On 8/3/06, Gary Steven W. [email protected] wrote:

Okay, this should be easy, but it isn’t, although I reserve the right to
smack myself upside the head if it is:

Assume that a smart has_many ratings, and a rating belongs_to a smart (the
models are fine). Each rating has a column smart_id.

Each smart, then, has many ratings, with a column called “rating” that is
an int (1-10).

I want to find, say, the ten smarts with the highest average rating.

Not sure if this works (SQL isn’t my strong suit!) but:

select smart_id as id, sum(rating)/count(*) as average from ratings
group by smart_id order by average limit 10;

If not it might point you in the right direction.

Matt

Gary wrote:

I want to find, say, the ten smarts with the highest average rating.

Calculating an average is easy enough–once I know which
smart I’m looking at. But how do I find this on the fly?

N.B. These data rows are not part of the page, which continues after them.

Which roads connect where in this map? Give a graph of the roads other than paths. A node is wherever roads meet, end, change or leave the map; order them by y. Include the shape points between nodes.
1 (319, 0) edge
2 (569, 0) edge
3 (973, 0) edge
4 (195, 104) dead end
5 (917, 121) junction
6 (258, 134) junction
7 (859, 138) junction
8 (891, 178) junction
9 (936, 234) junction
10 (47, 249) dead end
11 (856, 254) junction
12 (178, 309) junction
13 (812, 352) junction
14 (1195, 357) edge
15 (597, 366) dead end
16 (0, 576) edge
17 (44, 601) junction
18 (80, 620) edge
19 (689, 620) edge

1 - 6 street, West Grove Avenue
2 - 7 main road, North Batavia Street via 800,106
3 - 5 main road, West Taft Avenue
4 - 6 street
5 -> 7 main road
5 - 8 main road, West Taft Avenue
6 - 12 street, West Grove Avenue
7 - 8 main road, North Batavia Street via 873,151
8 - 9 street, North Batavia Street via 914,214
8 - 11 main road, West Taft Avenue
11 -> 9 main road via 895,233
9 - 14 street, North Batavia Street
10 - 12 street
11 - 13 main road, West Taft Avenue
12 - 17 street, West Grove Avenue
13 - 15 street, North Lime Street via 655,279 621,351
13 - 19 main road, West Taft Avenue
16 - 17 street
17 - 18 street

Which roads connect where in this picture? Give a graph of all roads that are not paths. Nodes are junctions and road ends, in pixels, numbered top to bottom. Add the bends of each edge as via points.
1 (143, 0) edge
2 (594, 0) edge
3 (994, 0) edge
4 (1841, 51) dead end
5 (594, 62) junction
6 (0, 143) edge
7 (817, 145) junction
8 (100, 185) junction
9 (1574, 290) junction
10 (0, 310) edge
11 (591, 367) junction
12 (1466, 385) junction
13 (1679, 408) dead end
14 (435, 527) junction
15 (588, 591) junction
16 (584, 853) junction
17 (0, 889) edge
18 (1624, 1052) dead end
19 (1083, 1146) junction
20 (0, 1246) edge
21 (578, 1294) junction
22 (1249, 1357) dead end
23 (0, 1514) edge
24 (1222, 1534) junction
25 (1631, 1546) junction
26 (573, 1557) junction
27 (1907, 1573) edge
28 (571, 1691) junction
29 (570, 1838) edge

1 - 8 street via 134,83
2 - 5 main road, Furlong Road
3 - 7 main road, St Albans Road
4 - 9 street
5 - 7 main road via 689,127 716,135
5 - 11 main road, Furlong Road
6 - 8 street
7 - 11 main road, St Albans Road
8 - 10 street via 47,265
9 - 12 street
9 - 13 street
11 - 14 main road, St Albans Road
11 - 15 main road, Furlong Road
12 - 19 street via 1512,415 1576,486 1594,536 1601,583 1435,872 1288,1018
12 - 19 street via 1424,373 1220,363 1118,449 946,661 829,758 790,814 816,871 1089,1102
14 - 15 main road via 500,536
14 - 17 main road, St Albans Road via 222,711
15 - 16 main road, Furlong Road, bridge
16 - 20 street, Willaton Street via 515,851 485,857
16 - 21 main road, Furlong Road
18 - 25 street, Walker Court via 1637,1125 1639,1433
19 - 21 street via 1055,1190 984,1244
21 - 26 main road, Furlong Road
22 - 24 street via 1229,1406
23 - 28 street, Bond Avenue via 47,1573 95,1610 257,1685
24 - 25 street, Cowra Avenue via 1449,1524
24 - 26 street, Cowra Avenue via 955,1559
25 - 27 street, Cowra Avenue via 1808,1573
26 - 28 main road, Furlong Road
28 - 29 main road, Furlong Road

You have to calculate all averages before you can determine which are
the highest.

Doing it in sql would be fastest, but maybe something like this? (DIRE
WARNING: Utter newbie who hasn’t yet written a Rails app, so take this
as pseudocode as it may not work as is)

def top_ten
average = Hash.new

Smart.find(:all).each {|smart|
r = smart.ratings
r.inject(0) {|sum, i| sum + i}
average[smart.id] = sum/r.size
}

top = average.keys.sort_by {|x| average[x]}

Return top 10 smart ids

top[-10…top.size]
end

Hopefully this will get you going (and I’d like to know what parts of
the above are wrong for my own learning purposes).

  • Mark.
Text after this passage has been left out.